To maintain said possession, Real Madrid have undergone certain changes. Kroos has started as a single pivot in midfield more than once. Kroos’ excellent passing range and unflappability under pressure makes him the perfect player for this role. He is often the deepest midfielder, with his partners Ceballos and Modric having more license to move forward . This has often created odd looking shapes on the field, in which all three midfielders are positioned at different areas in the field. This happens especially when Ceballos or Isco play, as both of them naturally roam all over the pitch. Kroos controls play from deep by setting the tempo. Even when Casemiro has started or come on, Kroos has often been the deepest midfielder. Kroos and Casemiro seem to form a pseudo-double pivot which allows both Kroos to control from deep and Casemiro to protect the center backs. Another change is that in this new system, Real Madrid overload the side with the ball. This has occurred on the left hand side more than the right. Marcelo as usual is positioned very high while Kroos, Asensio and Benzema present themselves as passing options. Whenever Isco or Ceballos start, they too move to the area with the ball to form a triangle that helps to maintain possession. Due to this, the opposition is forced to move toward that side as well, freeing up the opposite wing. When the opposite wing is free or understaffed, it creates an opportunity to attack from that side. Usually Carvajal is free on the right and when the left hand side gets too crowded, a Madrid player, more often than not Ramos finds him with a cross field ball. By switching play, pressure is alleviated while an attacking opportunity is created.
Lopetegui has also change how the front three operate. The fullbacks still provide support and are usually the widest players on the pitch, the wingers stay wider than before. Under Zidane, Ronaldo was a winger only in name.

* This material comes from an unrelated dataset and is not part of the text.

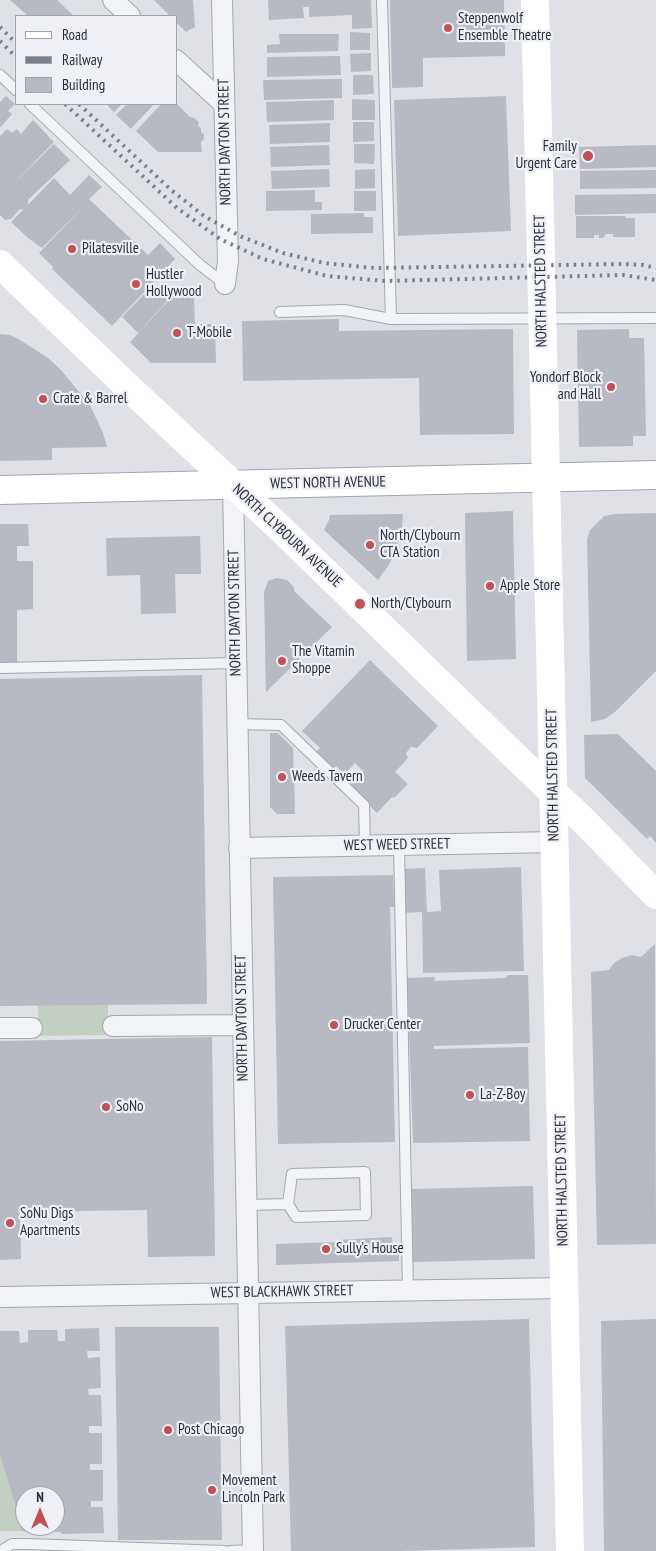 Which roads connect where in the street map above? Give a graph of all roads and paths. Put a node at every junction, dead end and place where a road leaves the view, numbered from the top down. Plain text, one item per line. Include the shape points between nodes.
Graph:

He occupied central areas in the box more than he occupied the wings. Benzema usually moved into Ronaldo’s area while Marcelo often had the whole wing to himself. In the 4-3-1-2 diamond, there were no wingers, even when both Bale and Ronaldo started. All the width was provided by the fullbacks while Bale and Ronaldo presented themselves as aerial targets in the box. In the new system, the wingers, especially Asensio are stationed wider and Benzema occupies spaces that a normal striker would. Asensio often moves inside with the ball from the edge of the box and has already won a couple of penalties this way. Bale on other hand does move inside to present himself as an aerial target but also does the things a normal winger would. The wingers also interchange more often. Bale and Asensio swap wings depending on the situation. Asensio on the right wing creates a new problem for the opposition; his ability to cut inside and score from range, while Bale can just outpace is marker and cross with his stronger foot from the left wing.
Defensively, Real Madrid have started to counter press, something that was virtually non-existent under Zidane. The team presses high up the field immediately after losing the ball. The back four are still pretty high and Ramos does have to occasionally cover Marcelo when he moves up field. However, the whole team defends under Lopetegui and seems much less vulnerable than before.
It is still very much the beginning of Lopetegui’s reign as the coach of Real Madrid, but the changes are very much evident. Real Madrid play more as a unit in attack now than before, partly because of Ronaldo leaving and forcing all the other attackers to step up to fill the void he left behind and partly because of the new system. They press more than before and hold on to the ball longer as well. All these changes are positive and all signs point towards Madrid having another successful campaign.